(Records excerpted from a collection)
◆ ◆ ◆ ◆ ◆ ◆ ◆
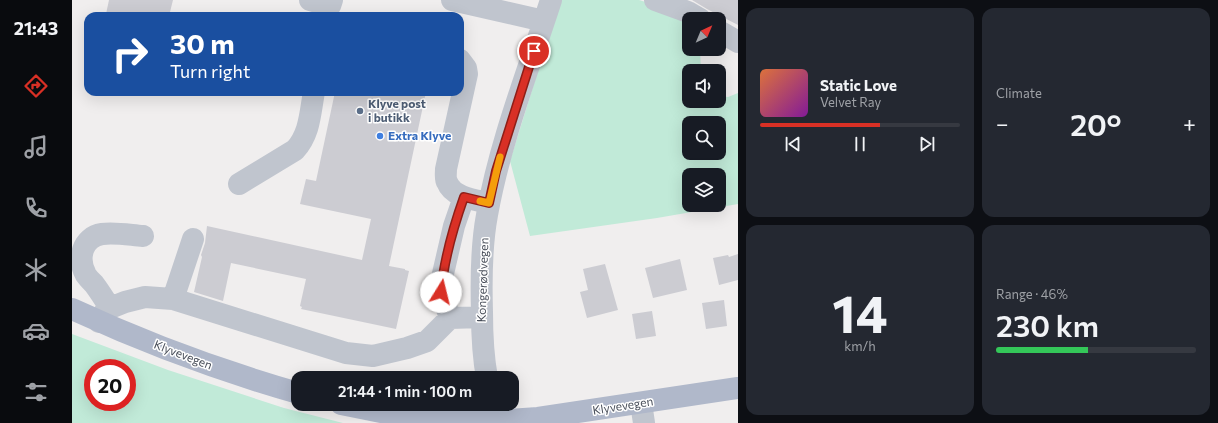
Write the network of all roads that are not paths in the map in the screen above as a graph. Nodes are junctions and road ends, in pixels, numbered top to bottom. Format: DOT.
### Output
graph roads {
  1 [pos="452,0"];
  2 [pos="551,0"];
  3 [pos="655,0"];
  4 [pos="688,12"];
  5 [pos="544,21"];
  6 [pos="726,35"];
  7 [pos="738,42"];
  8 [pos="464,65"];
  9 [pos="464,88"];
  10 [pos="313,96"];
  11 [pos="462,96"];
  12 [pos="239,184"];
  13 [pos="464,197"];
  14 [pos="489,203"];
  15 [pos="143,236"];
  16 [pos="193,239"];
  17 [pos="173,299"];
  18 [pos="72,309"];
  19 [pos="104,314"];
  20 [pos="482,317"];
  21 [pos="450,318"];
  22 [pos="486,371"];
  23 [pos="738,388"];
  24 [pos="291,391"];
  25 [pos="376,411"];
  26 [pos="492,412"];
  27 [pos="643,413"];
  1 -- 5 [label="street"];
  2 -- 5 [label="street, Kongerødvegen"];
  3 -- 4 [label="street"];
  5 -- 14 [label="street, Kongerødvegen"];
  6 -- 7 [label="street"];
  8 -- 9 [label="street"];
  10 -- 12 [label="street"];
  11 -- 13 [label="street"];
  13 -- 14 [label="street"];
  13 -- 21 [label="street"];
  14 -- 20 [label="street, Kongerødvegen"];
  15 -- 19 [label="street"];
  16 -- 17 [label="street"];
  17 -- 19 [label="street"];
  17 -- 21 [label="street"];
  18 -- 19 [label="main road, Klyvevegen"];
  19 -- 24 [label="main road, Klyvevegen"];
  20 -- 21 [label="street"];
  20 -- 22 [label="street, Kongerødvegen"];
  23 -- 27 [label="main road, Klyvevegen"];
  25 -- 26 [label="main road, Klyvevegen"];
  26 -- 27 [label="main road, Klyvevegen"];
}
◆ ◆ ◆ ◆ ◆ ◆ ◆
Could you give all of the data again exactly as written, omitting any pictures?

Write the network of all roads that are not paths in the map in the screen above as a graph. Nodes are junctions and road ends, in pixels, numbered top to bottom. Format: DOT.
### Output
graph roads {
  1 [pos="452,0"];
  2 [pos="551,0"];
  3 [pos="655,0"];
  4 [pos="688,12"];
  5 [pos="544,21"];
  6 [pos="726,35"];
  7 [pos="738,42"];
  8 [pos="464,65"];
  9 [pos="464,88"];
  10 [pos="313,96"];
  11 [pos="462,96"];
  12 [pos="239,184"];
  13 [pos="464,197"];
  14 [pos="489,203"];
  15 [pos="143,236"];
  16 [pos="193,239"];
  17 [pos="173,299"];
  18 [pos="72,309"];
  19 [pos="104,314"];
  20 [pos="482,317"];
  21 [pos="450,318"];
  22 [pos="486,371"];
  23 [pos="738,388"];
  24 [pos="291,391"];
  25 [pos="376,411"];
  26 [pos="492,412"];
  27 [pos="643,413"];
  1 -- 5 [label="street"];
  2 -- 5 [label="street, Kongerødvegen"];
  3 -- 4 [label="street"];
  5 -- 14 [label="street, Kongerødvegen"];
  6 -- 7 [label="street"];
  8 -- 9 [label="street"];
  10 -- 12 [label="street"];
  11 -- 13 [label="street"];
  13 -- 14 [label="street"];
  13 -- 21 [label="street"];
  14 -- 20 [label="street, Kongerødvegen"];
  15 -- 19 [label="street"];
  16 -- 17 [label="street"];
  17 -- 19 [label="street"];
  17 -- 21 [label="street"];
  18 -- 19 [label="main road, Klyvevegen"];
  19 -- 24 [label="main road, Klyvevegen"];
  20 -- 21 [label="street"];
  20 -- 22 [label="street, Kongerødvegen"];
  23 -- 27 [label="main road, Klyvevegen"];
  25 -- 26 [label="main road, Klyvevegen"];
  26 -- 27 [label="main road, Klyvevegen"];
}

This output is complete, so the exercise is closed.